Blurring the boundaries of identity in a painterly fashion, his canvas paintings give order to the overload of information that permeates our screens daily. He attempts to make sense of the world we live in through an amalgamation of ideas ranging from meme culture, politics, art history, data misuse, social media and materialism.
His latest series, Fuzzy Futures, is to go on show at London's Maddox Gallery this month. Its title is a double entendre on the texture of Chaumeton’s work. From the inclusion of muppet and puppet characters to the fuzziness of a partially downloaded photo, the elements of his paintings are designed to slow down the viewing process.

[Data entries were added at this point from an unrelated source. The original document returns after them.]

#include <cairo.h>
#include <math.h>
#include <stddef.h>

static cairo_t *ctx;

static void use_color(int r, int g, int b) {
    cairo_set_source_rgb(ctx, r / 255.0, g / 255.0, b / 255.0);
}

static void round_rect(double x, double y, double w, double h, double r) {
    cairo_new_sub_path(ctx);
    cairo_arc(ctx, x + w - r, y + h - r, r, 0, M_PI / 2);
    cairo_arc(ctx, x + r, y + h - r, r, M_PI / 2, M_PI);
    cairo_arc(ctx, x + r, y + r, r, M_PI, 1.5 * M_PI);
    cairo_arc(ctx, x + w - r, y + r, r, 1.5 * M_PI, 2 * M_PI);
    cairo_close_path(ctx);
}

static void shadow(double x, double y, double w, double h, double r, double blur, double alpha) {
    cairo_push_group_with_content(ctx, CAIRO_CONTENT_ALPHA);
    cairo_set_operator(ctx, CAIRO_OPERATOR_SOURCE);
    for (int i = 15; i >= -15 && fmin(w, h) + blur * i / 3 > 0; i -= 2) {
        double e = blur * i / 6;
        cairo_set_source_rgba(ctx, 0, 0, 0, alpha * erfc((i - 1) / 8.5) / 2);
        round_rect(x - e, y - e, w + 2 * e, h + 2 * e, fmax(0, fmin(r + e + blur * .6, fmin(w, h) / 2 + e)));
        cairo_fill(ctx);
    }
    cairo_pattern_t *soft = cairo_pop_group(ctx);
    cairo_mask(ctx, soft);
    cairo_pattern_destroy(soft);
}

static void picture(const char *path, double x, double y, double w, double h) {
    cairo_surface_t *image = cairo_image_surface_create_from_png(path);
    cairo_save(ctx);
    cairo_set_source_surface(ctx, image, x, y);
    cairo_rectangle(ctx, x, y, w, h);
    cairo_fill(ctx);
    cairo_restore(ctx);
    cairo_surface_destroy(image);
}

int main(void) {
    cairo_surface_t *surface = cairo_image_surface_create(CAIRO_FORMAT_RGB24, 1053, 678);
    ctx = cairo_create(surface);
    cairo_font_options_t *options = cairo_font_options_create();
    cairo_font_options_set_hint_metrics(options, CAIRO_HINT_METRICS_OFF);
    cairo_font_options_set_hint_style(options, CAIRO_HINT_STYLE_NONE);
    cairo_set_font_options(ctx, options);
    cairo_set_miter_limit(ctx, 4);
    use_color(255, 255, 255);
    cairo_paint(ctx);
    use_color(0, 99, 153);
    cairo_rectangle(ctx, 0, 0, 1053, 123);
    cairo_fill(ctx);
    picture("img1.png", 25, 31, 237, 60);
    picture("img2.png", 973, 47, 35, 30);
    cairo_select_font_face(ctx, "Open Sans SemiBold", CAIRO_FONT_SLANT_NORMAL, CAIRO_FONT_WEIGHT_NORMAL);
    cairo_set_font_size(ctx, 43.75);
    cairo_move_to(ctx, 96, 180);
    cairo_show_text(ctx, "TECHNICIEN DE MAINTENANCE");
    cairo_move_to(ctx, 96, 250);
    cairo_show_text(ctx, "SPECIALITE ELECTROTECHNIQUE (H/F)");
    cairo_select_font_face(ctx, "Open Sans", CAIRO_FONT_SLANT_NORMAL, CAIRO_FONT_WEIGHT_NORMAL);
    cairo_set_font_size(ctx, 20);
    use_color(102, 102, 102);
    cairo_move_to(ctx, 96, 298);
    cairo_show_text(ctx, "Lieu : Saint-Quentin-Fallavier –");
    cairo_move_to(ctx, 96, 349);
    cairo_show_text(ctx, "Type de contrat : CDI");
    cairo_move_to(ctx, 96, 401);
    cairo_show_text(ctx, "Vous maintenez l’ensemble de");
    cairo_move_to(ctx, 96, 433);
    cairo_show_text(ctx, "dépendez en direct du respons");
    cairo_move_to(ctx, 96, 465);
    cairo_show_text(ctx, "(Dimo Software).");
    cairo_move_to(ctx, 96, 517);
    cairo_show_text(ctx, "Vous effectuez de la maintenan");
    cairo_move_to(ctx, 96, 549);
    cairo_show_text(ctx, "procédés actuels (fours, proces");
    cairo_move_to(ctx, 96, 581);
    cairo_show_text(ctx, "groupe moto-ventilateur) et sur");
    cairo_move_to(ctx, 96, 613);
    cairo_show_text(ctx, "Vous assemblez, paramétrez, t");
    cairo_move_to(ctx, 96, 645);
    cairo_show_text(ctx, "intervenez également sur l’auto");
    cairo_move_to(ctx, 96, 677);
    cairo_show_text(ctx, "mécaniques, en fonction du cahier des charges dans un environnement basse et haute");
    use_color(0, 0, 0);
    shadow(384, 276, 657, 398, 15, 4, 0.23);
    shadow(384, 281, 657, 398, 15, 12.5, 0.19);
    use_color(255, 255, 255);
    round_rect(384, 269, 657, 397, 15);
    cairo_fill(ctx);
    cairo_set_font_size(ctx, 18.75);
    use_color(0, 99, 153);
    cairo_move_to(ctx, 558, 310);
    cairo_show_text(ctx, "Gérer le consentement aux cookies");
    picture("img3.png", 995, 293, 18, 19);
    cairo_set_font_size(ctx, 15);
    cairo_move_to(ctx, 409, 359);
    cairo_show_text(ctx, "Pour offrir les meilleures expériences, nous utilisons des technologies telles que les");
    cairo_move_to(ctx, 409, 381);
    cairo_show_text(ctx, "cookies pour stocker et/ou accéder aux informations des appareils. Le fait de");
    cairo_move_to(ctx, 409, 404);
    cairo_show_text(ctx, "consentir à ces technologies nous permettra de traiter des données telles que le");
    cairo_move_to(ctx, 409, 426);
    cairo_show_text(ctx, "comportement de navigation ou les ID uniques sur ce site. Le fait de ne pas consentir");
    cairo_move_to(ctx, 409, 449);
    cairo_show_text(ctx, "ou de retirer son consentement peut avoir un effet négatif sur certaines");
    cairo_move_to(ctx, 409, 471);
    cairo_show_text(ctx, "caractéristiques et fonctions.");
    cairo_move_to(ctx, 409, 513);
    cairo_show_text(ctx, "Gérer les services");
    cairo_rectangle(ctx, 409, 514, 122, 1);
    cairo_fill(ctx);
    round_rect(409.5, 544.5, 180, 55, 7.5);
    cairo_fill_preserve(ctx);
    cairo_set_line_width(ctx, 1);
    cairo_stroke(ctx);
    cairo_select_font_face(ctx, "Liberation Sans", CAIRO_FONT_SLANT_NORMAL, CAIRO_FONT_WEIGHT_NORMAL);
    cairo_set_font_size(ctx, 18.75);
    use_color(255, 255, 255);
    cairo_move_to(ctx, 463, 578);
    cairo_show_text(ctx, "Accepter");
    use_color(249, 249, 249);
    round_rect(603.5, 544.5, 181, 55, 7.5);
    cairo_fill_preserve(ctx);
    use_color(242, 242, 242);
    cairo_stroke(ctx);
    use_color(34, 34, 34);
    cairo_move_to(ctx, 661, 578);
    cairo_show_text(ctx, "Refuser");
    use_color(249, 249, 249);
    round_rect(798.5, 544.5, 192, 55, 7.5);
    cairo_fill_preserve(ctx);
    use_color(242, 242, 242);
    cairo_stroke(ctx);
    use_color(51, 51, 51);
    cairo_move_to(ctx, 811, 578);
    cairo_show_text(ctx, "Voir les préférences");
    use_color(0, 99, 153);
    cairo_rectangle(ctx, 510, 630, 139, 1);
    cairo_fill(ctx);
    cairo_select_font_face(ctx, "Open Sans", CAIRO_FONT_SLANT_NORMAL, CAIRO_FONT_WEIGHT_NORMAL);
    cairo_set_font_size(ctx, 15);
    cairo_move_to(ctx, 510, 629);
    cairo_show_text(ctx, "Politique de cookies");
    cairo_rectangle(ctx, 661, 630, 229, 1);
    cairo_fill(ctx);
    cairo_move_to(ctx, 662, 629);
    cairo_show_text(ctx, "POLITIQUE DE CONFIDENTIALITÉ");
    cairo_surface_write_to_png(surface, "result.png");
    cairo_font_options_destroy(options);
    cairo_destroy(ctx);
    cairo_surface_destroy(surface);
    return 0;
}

The show will feature 15 paintings, seven sculptures and a video installation, engrained with Chaumeton’s interest in art history; with compositional elements hinting at other famous paintings from the likes of Matisse’s ‘Dance’ and Hokusai’s ‘The Great Wave off Kanagawa’.
"By playing with the context of existing artworks, Chaumeton’s visionary reimaginings recontextualise their original aesthetic by placing them in a white limbo space," says the gallery. "Reflecting the luminous digital screens that have infiltrated our everyday lives, nostalgic characters from Chaumeton’s childhood such as Kermit the Frog, the Cookie Monster and the Teletubbies all float around in a nondescript void. Charged with contemporary social commentary, the characters and composition take on a new, impactful meaning."
Fuzzy Futures will go on display at Maddox Gallery from 18 October until 5 November. A limited-edition print, part of an edition of 50 and signed by Chaumeton, will be available to purchase on the opening night.